• [WHAT YOU NEED TO DO]: Each entry is to be repeated word for word, and the images are to be dropped.

[Extracted records]
Content starts
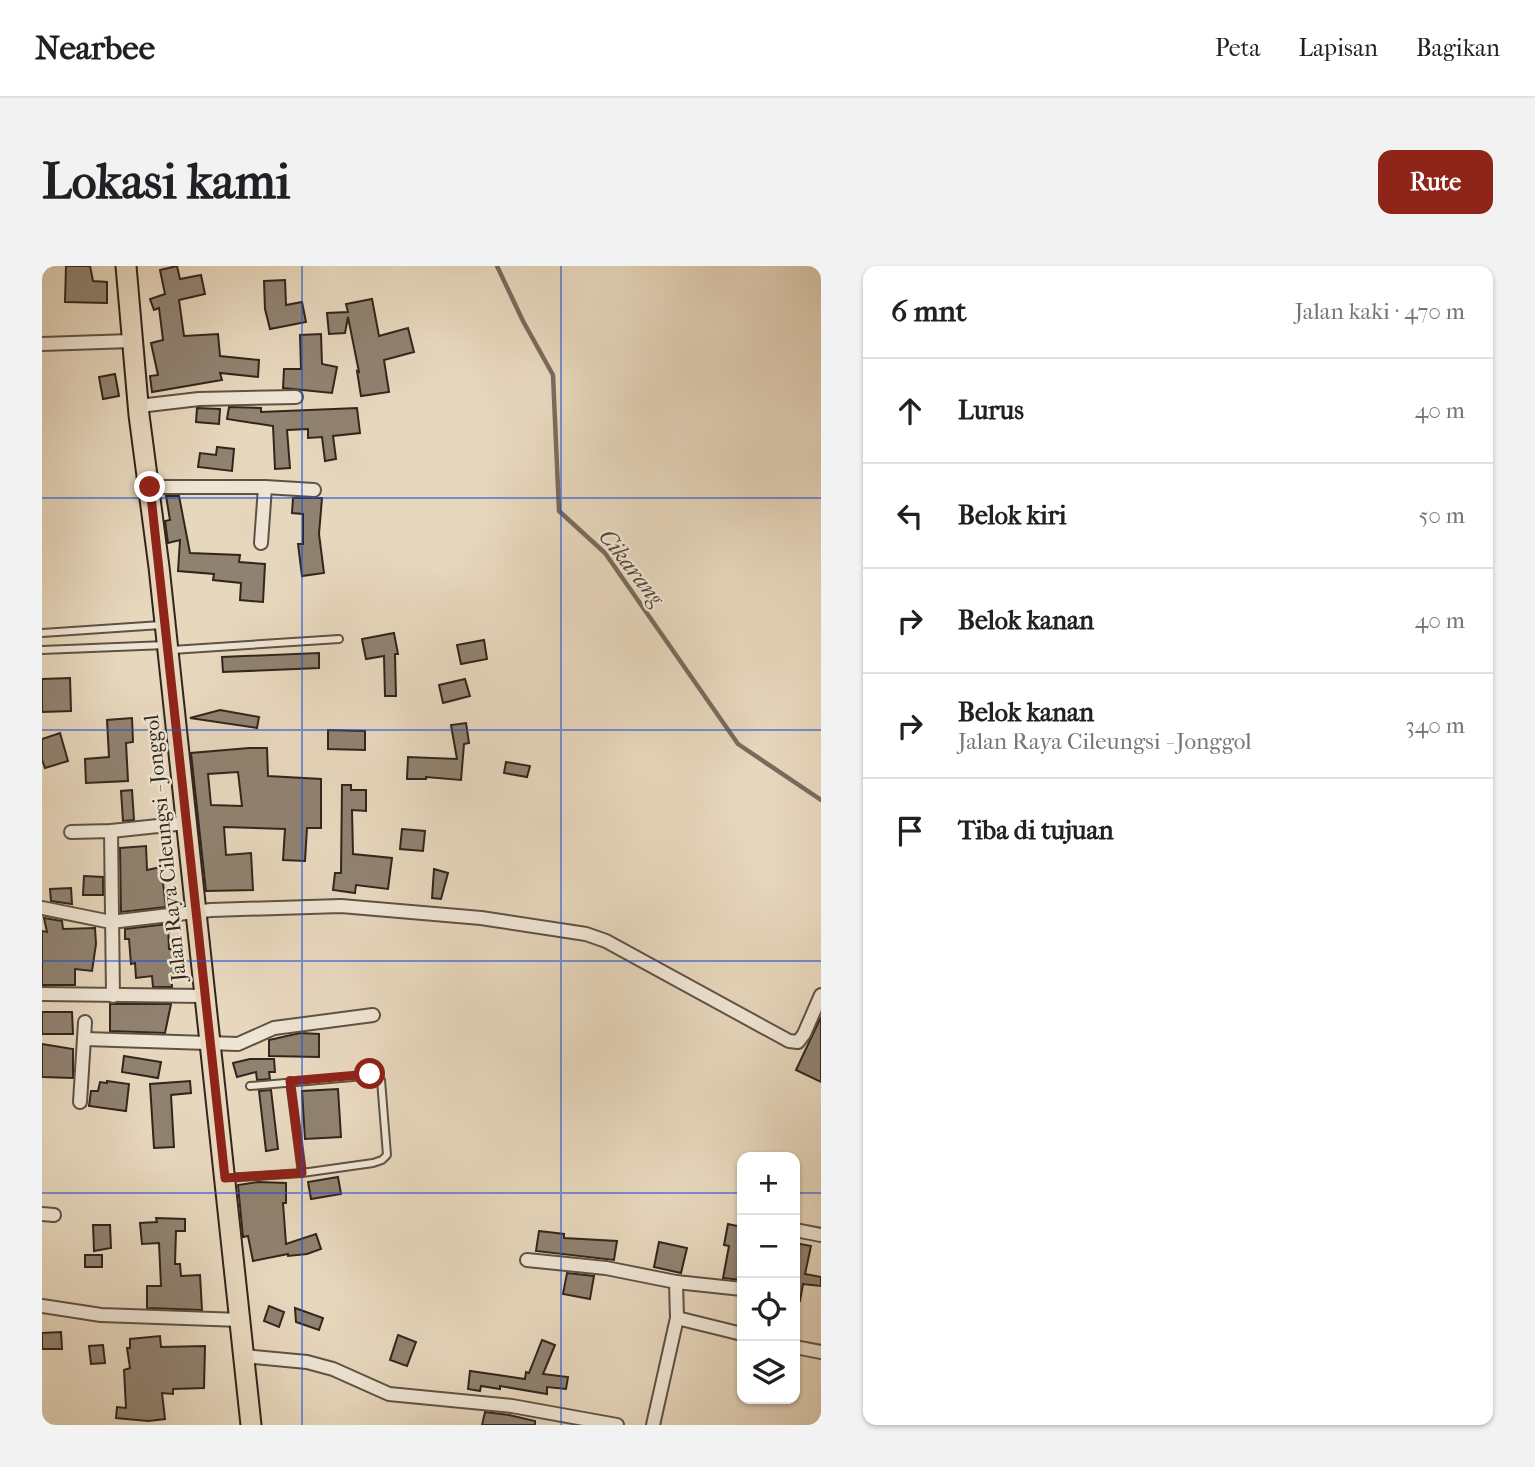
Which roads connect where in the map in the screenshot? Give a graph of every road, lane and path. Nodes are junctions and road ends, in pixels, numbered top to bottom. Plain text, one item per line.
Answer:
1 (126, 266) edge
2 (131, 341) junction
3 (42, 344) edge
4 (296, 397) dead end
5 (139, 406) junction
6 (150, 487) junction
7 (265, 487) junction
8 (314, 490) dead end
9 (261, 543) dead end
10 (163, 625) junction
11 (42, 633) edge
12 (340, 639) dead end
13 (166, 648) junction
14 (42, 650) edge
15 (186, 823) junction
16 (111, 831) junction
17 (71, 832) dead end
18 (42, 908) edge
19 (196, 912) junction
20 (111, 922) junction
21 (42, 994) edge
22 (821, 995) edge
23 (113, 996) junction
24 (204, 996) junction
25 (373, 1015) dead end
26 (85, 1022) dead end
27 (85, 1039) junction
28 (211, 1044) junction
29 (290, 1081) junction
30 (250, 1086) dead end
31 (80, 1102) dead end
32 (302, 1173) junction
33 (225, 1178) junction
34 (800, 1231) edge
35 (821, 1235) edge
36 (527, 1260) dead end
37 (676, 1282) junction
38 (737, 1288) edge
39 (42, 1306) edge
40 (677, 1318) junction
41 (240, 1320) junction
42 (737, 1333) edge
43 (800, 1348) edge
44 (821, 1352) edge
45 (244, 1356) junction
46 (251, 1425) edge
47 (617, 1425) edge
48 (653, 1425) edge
Content ends
• [WRITTEN ANSWER]:
Which roads connect where in the map in the screenshot? Give a graph of every road, lane and path. Nodes are junctions and road ends, in pixels, numbered top to bottom. Plain text, one item per line.
Answer:
1 (126, 266) edge
2 (131, 341) junction
3 (42, 344) edge
4 (296, 397) dead end
5 (139, 406) junction
6 (150, 487) junction
7 (265, 487) junction
8 (314, 490) dead end
9 (261, 543) dead end
10 (163, 625) junction
11 (42, 633) edge
12 (340, 639) dead end
13 (166, 648) junction
14 (42, 650) edge
15 (186, 823) junction
16 (111, 831) junction
17 (71, 832) dead end
18 (42, 908) edge
19 (196, 912) junction
20 (111, 922) junction
21 (42, 994) edge
22 (821, 995) edge
23 (113, 996) junction
24 (204, 996) junction
25 (373, 1015) dead end
26 (85, 1022) dead end
27 (85, 1039) junction
28 (211, 1044) junction
29 (290, 1081) junction
30 (250, 1086) dead end
31 (80, 1102) dead end
32 (302, 1173) junction
33 (225, 1178) junction
34 (800, 1231) edge
35 (821, 1235) edge
36 (527, 1260) dead end
37 (676, 1282) junction
38 (737, 1288) edge
39 (42, 1306) edge
40 (677, 1318) junction
41 (240, 1320) junction
42 (737, 1333) edge
43 (800, 1348) edge
44 (821, 1352) edge
45 (244, 1356) junction
46 (251, 1425) edge
47 (617, 1425) edge
48 (653, 1425) edge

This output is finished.